▶ **What you need to do**
Each of the entries below is to be written out exactly, and the images skipped.

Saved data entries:
>>

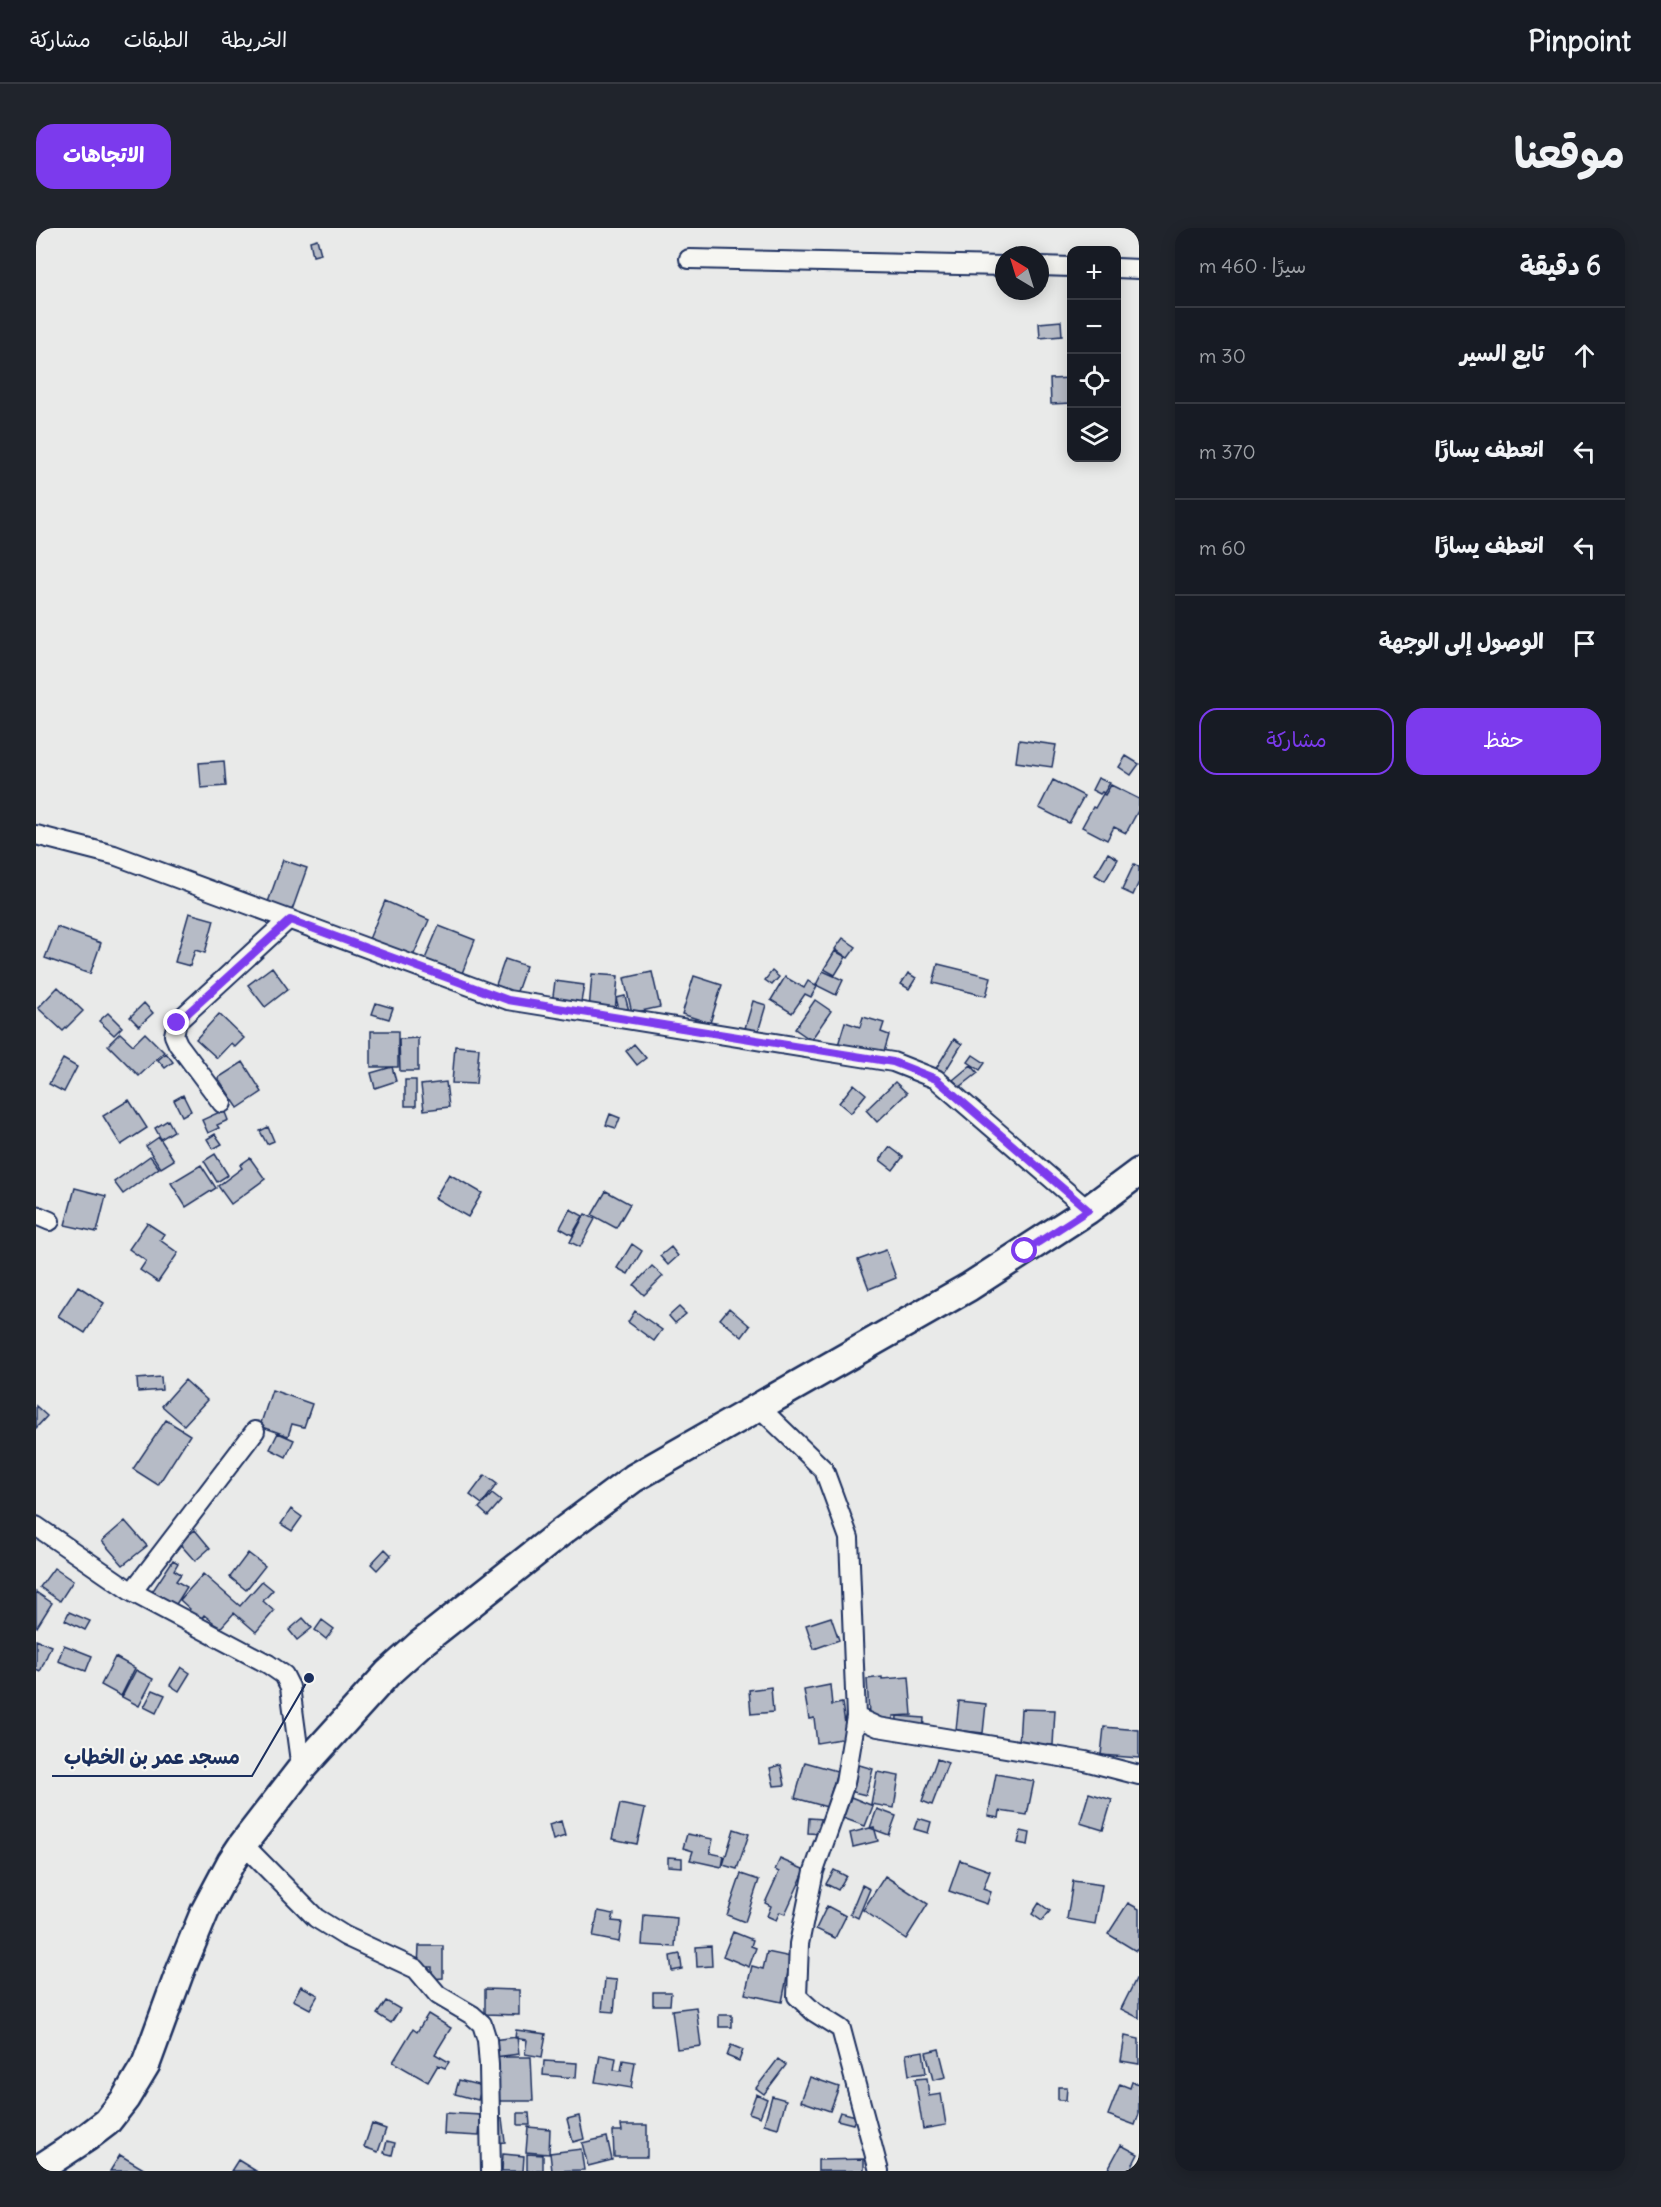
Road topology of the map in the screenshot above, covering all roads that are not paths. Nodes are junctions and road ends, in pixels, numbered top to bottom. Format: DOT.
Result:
graph roads {
  1 [pos="689,259"];
  2 [pos="995,266"];
  3 [pos="1049,266"];
  4 [pos="1067,267"];
  5 [pos="1121,268"];
  6 [pos="1139,268"];
  7 [pos="36,835"];
  8 [pos="290,920"];
  9 [pos="222,1103"];
  10 [pos="1139,1172"];
  11 [pos="1088,1210"];
  12 [pos="760,1408"];
  13 [pos="255,1431"];
  14 [pos="36,1526"];
  15 [pos="132,1592"];
  16 [pos="856,1717"];
  17 [pos="300,1769"];
  18 [pos="1139,1775"];
  19 [pos="243,1844"];
  20 [pos="36,2171"];
  21 [pos="491,2171"];
  22 [pos="879,2171"];
  1 -- 2 [label="street"];
  3 -- 4 [label="street"];
  5 -- 6 [label="street"];
  7 -- 8 [label="street"];
  8 -- 9 [label="street"];
  8 -- 11 [label="street"];
  10 -- 11 [label="main road"];
  11 -- 12 [label="main road"];
  12 -- 16 [label="street"];
  12 -- 17 [label="main road"];
  13 -- 15 [label="street"];
  14 -- 15 [label="street"];
  15 -- 17 [label="street"];
  16 -- 18 [label="street"];
  16 -- 22 [label="street"];
  17 -- 19 [label="main road"];
  19 -- 20 [label="main road"];
  19 -- 21 [label="street"];
}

<<

▶ **Written answer**
Road topology of the map in the screenshot above, covering all roads that are not paths. Nodes are junctions and road ends, in pixels, numbered top to bottom. Format: DOT.
Result:
graph roads {
  1 [pos="689,259"];
  2 [pos="995,266"];
  3 [pos="1049,266"];
  4 [pos="1067,267"];
  5 [pos="1121,268"];
  6 [pos="1139,268"];
  7 [pos="36,835"];
  8 [pos="290,920"];
  9 [pos="222,1103"];
  10 [pos="1139,1172"];
  11 [pos="1088,1210"];
  12 [pos="760,1408"];
  13 [pos="255,1431"];
  14 [pos="36,1526"];
  15 [pos="132,1592"];
  16 [pos="856,1717"];
  17 [pos="300,1769"];
  18 [pos="1139,1775"];
  19 [pos="243,1844"];
  20 [pos="36,2171"];
  21 [pos="491,2171"];
  22 [pos="879,2171"];
  1 -- 2 [label="street"];
  3 -- 4 [label="street"];
  5 -- 6 [label="street"];
  7 -- 8 [label="street"];
  8 -- 9 [label="street"];
  8 -- 11 [label="street"];
  10 -- 11 [label="main road"];
  11 -- 12 [label="main road"];
  12 -- 16 [label="street"];
  12 -- 17 [label="main road"];
  13 -- 15 [label="street"];
  14 -- 15 [label="street"];
  15 -- 17 [label="street"];
  16 -- 18 [label="street"];
  16 -- 22 [label="street"];
  17 -- 19 [label="main road"];
  19 -- 20 [label="main road"];
  19 -- 21 [label="street"];
}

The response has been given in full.